The football exhibition is meant to show the influence of design on all matters football, from boots, balls and shirts, to stadia and games.


The two footballs used in the first World Cup Final in 1930. The two protagonists, Argentina and Uruguay were so distrustful of each other that they insisted on supplying their own balls and using one in each half.


The oldest table football game, astonishingly dating back to the 1880s


Now here is an interesting design archive - a series of calling cards left by rival hooligan gangs at the site of a successful scrap.


Photo of a proper football fan showing true allegiance to the colours - right down to the lawn mower😀



Model of the Sporting Braga stadium


Set of programmes from my club Coventry City dating to the 1970s. Design icons



Two Engand shirts. The one on the right from the 1950s is interesting as it is largely a button down shirt.
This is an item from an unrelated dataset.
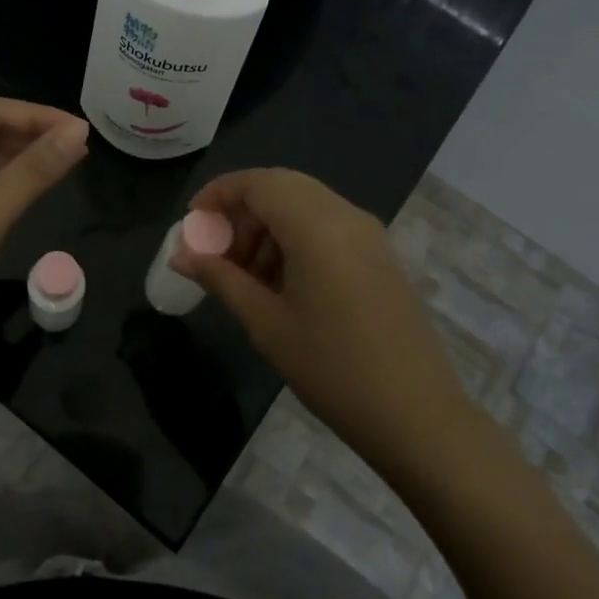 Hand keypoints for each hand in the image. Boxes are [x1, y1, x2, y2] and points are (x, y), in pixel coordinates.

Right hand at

Geoff Hurst's 1966 boot, dipped in bronze



Obviously there are plenty of shirts on display....

And less obviously, some old seating. Does not look comfortable.

Three replica FA Cup trophies. The one in the middle is the well known men's FA Cup. But so is the one on the right. Just the predecessor to the current trophy.



As I say I had meant to visit the Design Museum itself, so now was an opportunity to see the permanent exhibits too. It is an interesting place, having formerly been the Commonwealth Institute (and it was that when last I visited). It is curious having a design museum in a building which frankly is so badly designed, but of course is of its era. As usual with avant garde buildings, the roof leaked, and what you really notice is how little exhibition space there really is. Lots of space, just not very usable. But the concrete shell is at least dramatic.



The first floor has an exhibition of sustainable, recycled clothing. Again a fine example of really bad design. It all looks utterly awful, and totally impractical for wearing. (Best example which I didn't photograph was a pair of massive thick woolen shorts which apart from looking absurd would always be too hot to wear at any time at which one might wear shorts.) Essentially it is all the sort of stuff that would only ever be worn once, at a fashion photo shoot. The complete antithesis of sustainability. 





The top floor has the permanent collection and is quite good, but rather small. For design one would be better with the Victoria & Albert Museum (and I will be going there tomorrow!)

Really, for a design museum you want to see two things - how certain artefacts develop over time - and it does this in a number of cases, eg phones, computers, teapots, TV and stereos. Plus a look at specific designers and what makes them so good/iconic. But frankly there just isn't enough space, or enough exhibits, to really make for an engaging experience.



Paolozzi sculpture outside

And frankly, the outside isn't particularly remarkable.


Holland House, which is a close neighbour, is rather more exciting.


And its gardens better still on a Spring day.



The Dutch garden. A must for tulip lovers.








Statue of Croton



















And the Kyoto Garden - beautiful Japanese garden.





















All set off by an appearance of the peacock.